• WHAT THIS TASK INVOLVES: Where in the data below does the word "OPAL" appear? Copy every line that has it.

Items from a dataset:
━━━━━━━━━━

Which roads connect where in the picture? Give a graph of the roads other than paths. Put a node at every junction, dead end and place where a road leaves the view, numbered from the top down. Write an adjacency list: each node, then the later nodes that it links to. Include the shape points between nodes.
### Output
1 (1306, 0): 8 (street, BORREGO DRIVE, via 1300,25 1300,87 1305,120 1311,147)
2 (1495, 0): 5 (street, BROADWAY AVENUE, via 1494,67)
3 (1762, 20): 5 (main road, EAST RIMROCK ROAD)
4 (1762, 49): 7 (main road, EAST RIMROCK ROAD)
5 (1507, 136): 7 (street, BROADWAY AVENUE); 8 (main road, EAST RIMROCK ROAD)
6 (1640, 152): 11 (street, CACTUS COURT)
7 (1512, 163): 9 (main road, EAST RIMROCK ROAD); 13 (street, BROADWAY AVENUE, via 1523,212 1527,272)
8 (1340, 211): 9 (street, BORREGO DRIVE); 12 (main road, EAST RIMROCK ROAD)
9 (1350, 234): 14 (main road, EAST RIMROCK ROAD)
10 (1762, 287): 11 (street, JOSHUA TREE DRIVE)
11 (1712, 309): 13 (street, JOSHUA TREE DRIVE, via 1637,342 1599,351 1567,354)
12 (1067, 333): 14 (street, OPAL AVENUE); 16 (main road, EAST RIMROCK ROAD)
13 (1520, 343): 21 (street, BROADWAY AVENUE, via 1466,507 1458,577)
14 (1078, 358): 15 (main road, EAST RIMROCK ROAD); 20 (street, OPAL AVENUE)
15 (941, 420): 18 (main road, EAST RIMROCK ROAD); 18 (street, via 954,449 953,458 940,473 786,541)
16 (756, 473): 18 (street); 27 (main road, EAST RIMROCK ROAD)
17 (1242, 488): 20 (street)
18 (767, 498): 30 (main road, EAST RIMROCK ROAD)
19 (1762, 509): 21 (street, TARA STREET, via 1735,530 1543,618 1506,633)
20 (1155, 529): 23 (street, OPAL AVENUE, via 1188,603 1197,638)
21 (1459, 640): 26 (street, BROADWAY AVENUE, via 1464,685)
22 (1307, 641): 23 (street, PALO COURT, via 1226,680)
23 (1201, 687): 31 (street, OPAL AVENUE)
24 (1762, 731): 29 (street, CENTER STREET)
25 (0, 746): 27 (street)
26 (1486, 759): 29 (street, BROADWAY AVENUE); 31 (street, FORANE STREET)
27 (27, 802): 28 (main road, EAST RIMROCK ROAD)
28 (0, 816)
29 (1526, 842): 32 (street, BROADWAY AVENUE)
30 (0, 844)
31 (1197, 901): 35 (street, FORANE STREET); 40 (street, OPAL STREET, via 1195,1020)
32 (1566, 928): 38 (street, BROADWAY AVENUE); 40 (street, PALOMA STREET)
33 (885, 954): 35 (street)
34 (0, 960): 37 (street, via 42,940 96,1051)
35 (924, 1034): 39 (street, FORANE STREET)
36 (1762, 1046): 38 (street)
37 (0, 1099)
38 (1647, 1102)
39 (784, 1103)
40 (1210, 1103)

━━━━━━━━━━

• THE ANSWER:
12 (1067, 333): 14 (street, OPAL AVENUE); 16 (main road, EAST RIMROCK ROAD)
14 (1078, 358): 15 (main road, EAST RIMROCK ROAD); 20 (street, OPAL AVENUE)
20 (1155, 529): 23 (street, OPAL AVENUE, via 1188,603 1197,638)
23 (1201, 687): 31 (street, OPAL AVENUE)
31 (1197, 901): 35 (street, FORANE STREET); 40 (street, OPAL STREET, via 1195,1020)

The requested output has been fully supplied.